[Available data — start]

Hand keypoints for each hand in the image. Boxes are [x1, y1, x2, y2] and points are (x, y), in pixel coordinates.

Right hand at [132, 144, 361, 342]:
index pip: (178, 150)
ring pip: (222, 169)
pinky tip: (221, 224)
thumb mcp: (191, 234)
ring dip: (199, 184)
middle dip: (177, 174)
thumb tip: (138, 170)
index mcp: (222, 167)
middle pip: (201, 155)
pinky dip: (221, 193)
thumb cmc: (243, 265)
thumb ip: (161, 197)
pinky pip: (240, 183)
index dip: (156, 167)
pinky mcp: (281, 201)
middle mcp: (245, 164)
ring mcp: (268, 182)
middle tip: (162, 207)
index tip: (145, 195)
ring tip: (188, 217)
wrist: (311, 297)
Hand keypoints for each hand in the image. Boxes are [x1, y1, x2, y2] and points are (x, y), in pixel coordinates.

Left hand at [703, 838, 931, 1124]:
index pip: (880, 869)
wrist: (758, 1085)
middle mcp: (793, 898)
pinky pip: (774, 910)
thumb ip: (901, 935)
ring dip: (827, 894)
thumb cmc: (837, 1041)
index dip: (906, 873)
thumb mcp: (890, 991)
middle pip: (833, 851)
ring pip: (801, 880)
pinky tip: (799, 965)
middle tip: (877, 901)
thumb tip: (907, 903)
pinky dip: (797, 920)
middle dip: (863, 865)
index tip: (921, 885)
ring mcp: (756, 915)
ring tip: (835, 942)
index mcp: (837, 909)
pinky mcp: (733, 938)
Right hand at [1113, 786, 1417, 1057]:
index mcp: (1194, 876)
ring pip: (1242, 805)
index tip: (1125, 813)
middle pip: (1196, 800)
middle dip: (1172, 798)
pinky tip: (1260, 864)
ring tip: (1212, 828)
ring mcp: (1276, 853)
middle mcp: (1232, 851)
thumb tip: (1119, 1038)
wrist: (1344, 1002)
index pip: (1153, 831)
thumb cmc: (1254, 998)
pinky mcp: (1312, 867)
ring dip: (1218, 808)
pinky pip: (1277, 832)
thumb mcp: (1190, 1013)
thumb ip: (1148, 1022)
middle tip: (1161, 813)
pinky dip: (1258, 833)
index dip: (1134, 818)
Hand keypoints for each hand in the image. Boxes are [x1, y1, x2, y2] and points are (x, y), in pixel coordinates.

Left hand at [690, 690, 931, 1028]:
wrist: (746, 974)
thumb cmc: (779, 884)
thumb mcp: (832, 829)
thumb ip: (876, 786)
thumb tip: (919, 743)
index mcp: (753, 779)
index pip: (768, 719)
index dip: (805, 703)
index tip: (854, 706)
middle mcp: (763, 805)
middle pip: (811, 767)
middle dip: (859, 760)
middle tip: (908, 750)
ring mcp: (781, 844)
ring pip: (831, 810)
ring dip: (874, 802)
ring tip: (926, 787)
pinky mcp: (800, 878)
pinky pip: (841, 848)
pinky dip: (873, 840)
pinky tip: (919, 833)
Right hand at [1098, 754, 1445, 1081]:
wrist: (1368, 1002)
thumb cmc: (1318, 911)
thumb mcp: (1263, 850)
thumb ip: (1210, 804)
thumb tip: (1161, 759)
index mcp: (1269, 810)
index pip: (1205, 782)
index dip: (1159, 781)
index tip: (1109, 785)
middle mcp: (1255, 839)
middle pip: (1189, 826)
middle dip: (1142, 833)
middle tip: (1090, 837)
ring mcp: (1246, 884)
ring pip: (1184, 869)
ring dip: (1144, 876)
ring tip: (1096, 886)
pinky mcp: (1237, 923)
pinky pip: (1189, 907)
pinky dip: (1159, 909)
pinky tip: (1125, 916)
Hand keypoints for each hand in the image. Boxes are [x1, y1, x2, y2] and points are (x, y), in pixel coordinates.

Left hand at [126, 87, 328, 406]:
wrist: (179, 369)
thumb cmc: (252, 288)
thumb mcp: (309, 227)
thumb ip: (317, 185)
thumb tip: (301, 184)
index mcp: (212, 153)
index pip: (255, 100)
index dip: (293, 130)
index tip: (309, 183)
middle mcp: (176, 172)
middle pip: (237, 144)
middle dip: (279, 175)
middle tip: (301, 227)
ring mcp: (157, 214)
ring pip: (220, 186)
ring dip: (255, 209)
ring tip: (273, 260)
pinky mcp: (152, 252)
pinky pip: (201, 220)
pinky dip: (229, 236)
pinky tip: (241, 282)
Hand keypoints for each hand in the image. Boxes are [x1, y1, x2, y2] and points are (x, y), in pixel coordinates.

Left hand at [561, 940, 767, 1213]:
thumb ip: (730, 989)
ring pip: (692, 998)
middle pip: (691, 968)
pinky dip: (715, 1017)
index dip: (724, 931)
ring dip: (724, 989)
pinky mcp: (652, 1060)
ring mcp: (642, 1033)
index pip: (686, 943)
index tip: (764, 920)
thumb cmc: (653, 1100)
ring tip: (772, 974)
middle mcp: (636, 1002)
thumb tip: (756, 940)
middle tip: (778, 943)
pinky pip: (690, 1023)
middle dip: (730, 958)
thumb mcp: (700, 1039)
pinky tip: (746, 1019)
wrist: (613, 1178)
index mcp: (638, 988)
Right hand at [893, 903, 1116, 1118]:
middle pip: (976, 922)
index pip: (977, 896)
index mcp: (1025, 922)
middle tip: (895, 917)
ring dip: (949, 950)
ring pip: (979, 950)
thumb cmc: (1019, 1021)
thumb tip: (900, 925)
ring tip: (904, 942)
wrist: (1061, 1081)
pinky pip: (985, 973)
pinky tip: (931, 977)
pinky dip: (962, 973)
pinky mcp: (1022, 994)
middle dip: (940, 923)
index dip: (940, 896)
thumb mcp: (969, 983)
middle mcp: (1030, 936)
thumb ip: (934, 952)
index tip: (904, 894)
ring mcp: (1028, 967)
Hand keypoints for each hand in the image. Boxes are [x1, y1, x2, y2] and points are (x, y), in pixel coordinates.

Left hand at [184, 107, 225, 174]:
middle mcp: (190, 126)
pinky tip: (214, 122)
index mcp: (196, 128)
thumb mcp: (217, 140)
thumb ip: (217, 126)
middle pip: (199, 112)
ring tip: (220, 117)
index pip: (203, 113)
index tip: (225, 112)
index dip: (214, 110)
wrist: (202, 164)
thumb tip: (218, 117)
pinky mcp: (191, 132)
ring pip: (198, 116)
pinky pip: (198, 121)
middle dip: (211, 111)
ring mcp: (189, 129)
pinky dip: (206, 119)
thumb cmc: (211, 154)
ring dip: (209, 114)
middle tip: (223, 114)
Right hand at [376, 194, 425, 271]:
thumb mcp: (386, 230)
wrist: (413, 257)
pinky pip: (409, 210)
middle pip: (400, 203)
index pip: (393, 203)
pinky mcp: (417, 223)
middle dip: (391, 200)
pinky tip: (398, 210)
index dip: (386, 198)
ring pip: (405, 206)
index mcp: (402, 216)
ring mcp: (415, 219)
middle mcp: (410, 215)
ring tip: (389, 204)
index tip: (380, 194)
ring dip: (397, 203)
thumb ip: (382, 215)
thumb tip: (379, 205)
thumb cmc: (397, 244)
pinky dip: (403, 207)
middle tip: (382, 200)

[Available data — finish]

* Task details: All entries must come back exactly as they were written.

* Response to the task:
Hand keypoints for each hand in the image. Boxes are [x1, y1, x2, y2] and points are (x, y), in pixel coordinates.

Right hand at [132, 144, 361, 342]:
index pip: (178, 150)
ring pip: (222, 169)
pinky tip: (221, 224)
thumb mcp: (191, 234)
ring dip: (199, 184)
middle dip: (177, 174)
thumb tip: (138, 170)
index mcp: (222, 167)
middle pip: (201, 155)
pinky dip: (221, 193)
thumb cmc: (243, 265)
thumb ip: (161, 197)
pinky pip: (240, 183)
index dip: (156, 167)
pinky mcp: (281, 201)
middle mcp: (245, 164)
ring mcp: (268, 182)
middle tip: (162, 207)
index tip: (145, 195)
ring tip: (188, 217)
wrist: (311, 297)
Hand keypoints for each hand in the image. Boxes are [x1, y1, x2, y2] and points are (x, y), in pixel coordinates.

Left hand at [703, 838, 931, 1124]:
index pip: (880, 869)
wrist: (758, 1085)
middle mcp: (793, 898)
pinky pip: (774, 910)
thumb ip: (901, 935)
ring dip: (827, 894)
thumb cmc: (837, 1041)
index dip: (906, 873)
thumb mcp: (890, 991)
middle pip: (833, 851)
ring pip: (801, 880)
pinky tip: (799, 965)
middle tip: (877, 901)
thumb tip: (907, 903)
pinky dip: (797, 920)
middle dip: (863, 865)
index tip: (921, 885)
ring mcp: (756, 915)
ring tip: (835, 942)
index mcp: (837, 909)
pinky mcp: (733, 938)
Right hand at [1113, 786, 1417, 1057]:
index mcp: (1194, 876)
ring pip: (1242, 805)
index tip: (1125, 813)
middle pip: (1196, 800)
middle dip: (1172, 798)
pinky tip: (1260, 864)
ring tip: (1212, 828)
ring mcp: (1276, 853)
middle mcp: (1232, 851)
thumb tip: (1119, 1038)
wrist: (1344, 1002)
index pip: (1153, 831)
thumb cmc: (1254, 998)
pinky mcp: (1312, 867)
ring dip: (1218, 808)
pinky pip: (1277, 832)
thumb mcp: (1190, 1013)
thumb ip: (1148, 1022)
middle tip: (1161, 813)
pinky dip: (1258, 833)
index dip: (1134, 818)
Hand keypoints for each hand in the image. Boxes are [x1, y1, x2, y2] and points are (x, y), in pixel coordinates.

Left hand at [690, 690, 931, 1028]:
wrist: (746, 974)
thumb cmc: (779, 884)
thumb mcp: (832, 829)
thumb ip: (876, 786)
thumb tip: (919, 743)
index mcp: (753, 779)
index pip: (768, 719)
index dip: (805, 703)
index tip: (854, 706)
middle mcp: (763, 805)
middle pip: (811, 767)
middle dip: (859, 760)
middle tip: (908, 750)
ring mcp: (781, 844)
ring pip: (831, 810)
ring dip: (874, 802)
ring tip: (926, 787)
pinky mcp: (800, 878)
pinky pip: (841, 848)
pinky dip: (873, 840)
pinky tip: (919, 833)
Right hand at [1098, 754, 1445, 1081]:
wrist: (1368, 1002)
thumb cmc: (1318, 911)
thumb mcp: (1263, 850)
thumb ip: (1210, 804)
thumb tip: (1161, 759)
index mcp: (1269, 810)
index pip: (1205, 782)
index dip: (1159, 781)
index tip: (1109, 785)
middle mcp: (1255, 839)
middle pip: (1189, 826)
middle dip: (1142, 833)
middle tip: (1090, 837)
ring mcp: (1246, 884)
ring pip: (1184, 869)
ring dip: (1144, 876)
ring tip: (1096, 886)
pinky mcp: (1237, 923)
pinky pip: (1189, 907)
pinky dip: (1159, 909)
pinky tip: (1125, 916)
Hand keypoints for each hand in the image. Boxes are [x1, y1, x2, y2] and points are (x, y), in pixel coordinates.

Left hand at [126, 87, 328, 406]:
wrist: (179, 369)
thumb cmc: (252, 288)
thumb mcp: (309, 227)
thumb ip: (317, 185)
thumb tip: (301, 184)
index mcp: (212, 153)
index pip: (255, 100)
index dip: (293, 130)
index tip: (309, 183)
middle mcp: (176, 172)
middle pip: (237, 144)
middle dip: (279, 175)
middle tip: (301, 227)
ring mcp: (157, 214)
ring pip: (220, 186)
ring dip: (255, 209)
ring tip: (273, 260)
pinky mcp: (152, 252)
pinky pip: (201, 220)
pinky dip: (229, 236)
pinky tip: (241, 282)
Hand keypoints for each hand in the image. Boxes are [x1, y1, x2, y2] and points are (x, y), in pixel coordinates.

Left hand at [561, 940, 767, 1213]:
thumb ip: (730, 989)
ring pip: (692, 998)
middle pip: (691, 968)
pinky dip: (715, 1017)
index dip: (724, 931)
ring dip: (724, 989)
pinky mcp: (652, 1060)
ring mcp: (642, 1033)
index pip: (686, 943)
index tip: (764, 920)
thumb cmc: (653, 1100)
ring tip: (772, 974)
middle mcp: (636, 1002)
thumb tip: (756, 940)
middle tip: (778, 943)
pinky pip: (690, 1023)
middle dip: (730, 958)
thumb mcp: (700, 1039)
pinky tip: (746, 1019)
wrist: (613, 1178)
index mcp: (638, 988)
Right hand at [893, 903, 1116, 1118]:
middle pip: (976, 922)
index pip: (977, 896)
index mcp: (1025, 922)
middle tip: (895, 917)
ring dip: (949, 950)
ring pip: (979, 950)
thumb cmc: (1019, 1021)
thumb tip: (900, 925)
ring tip: (904, 942)
wrist: (1061, 1081)
pinky pip: (985, 973)
pinky tip: (931, 977)
pinky dip: (962, 973)
pinky mcp: (1022, 994)
middle dip: (940, 923)
index dip: (940, 896)
thumb mcp: (969, 983)
middle mcp: (1030, 936)
thumb ip: (934, 952)
index tip: (904, 894)
ring mcp: (1028, 967)
Hand keypoints for each hand in the image. Boxes are [x1, y1, x2, y2] and points are (x, y), in pixel coordinates.

Left hand at [184, 107, 225, 174]:
middle mcp: (190, 126)
pinky tip: (214, 122)
index mcp: (196, 128)
thumb mcp: (217, 140)
thumb ip: (217, 126)
middle pip: (199, 112)
ring tip: (220, 117)
index pip: (203, 113)
index tip: (225, 112)
index dip: (214, 110)
wrist: (202, 164)
thumb tip: (218, 117)
pinky mcp: (191, 132)
ring pip: (198, 116)
pinky pip: (198, 121)
middle dip: (211, 111)
ring mcp: (189, 129)
pinky dip: (206, 119)
thumb cmc: (211, 154)
ring dip: (209, 114)
middle tip: (223, 114)
Right hand at [376, 194, 425, 271]:
thumb mcp: (386, 230)
wrist: (413, 257)
pinky pip: (409, 210)
middle pip: (400, 203)
index pip: (393, 203)
pinky mcp: (417, 223)
middle dip: (391, 200)
pinky tip: (398, 210)
index dip: (386, 198)
ring pip: (405, 206)
index mcp: (402, 216)
ring mcp: (415, 219)
middle mcp: (410, 215)
ring tip: (389, 204)
index tip: (380, 194)
ring dip: (397, 203)
thumb ip: (382, 215)
thumb tip: (379, 205)
thumb cmc: (397, 244)
pinky dip: (403, 207)
middle tip: (382, 200)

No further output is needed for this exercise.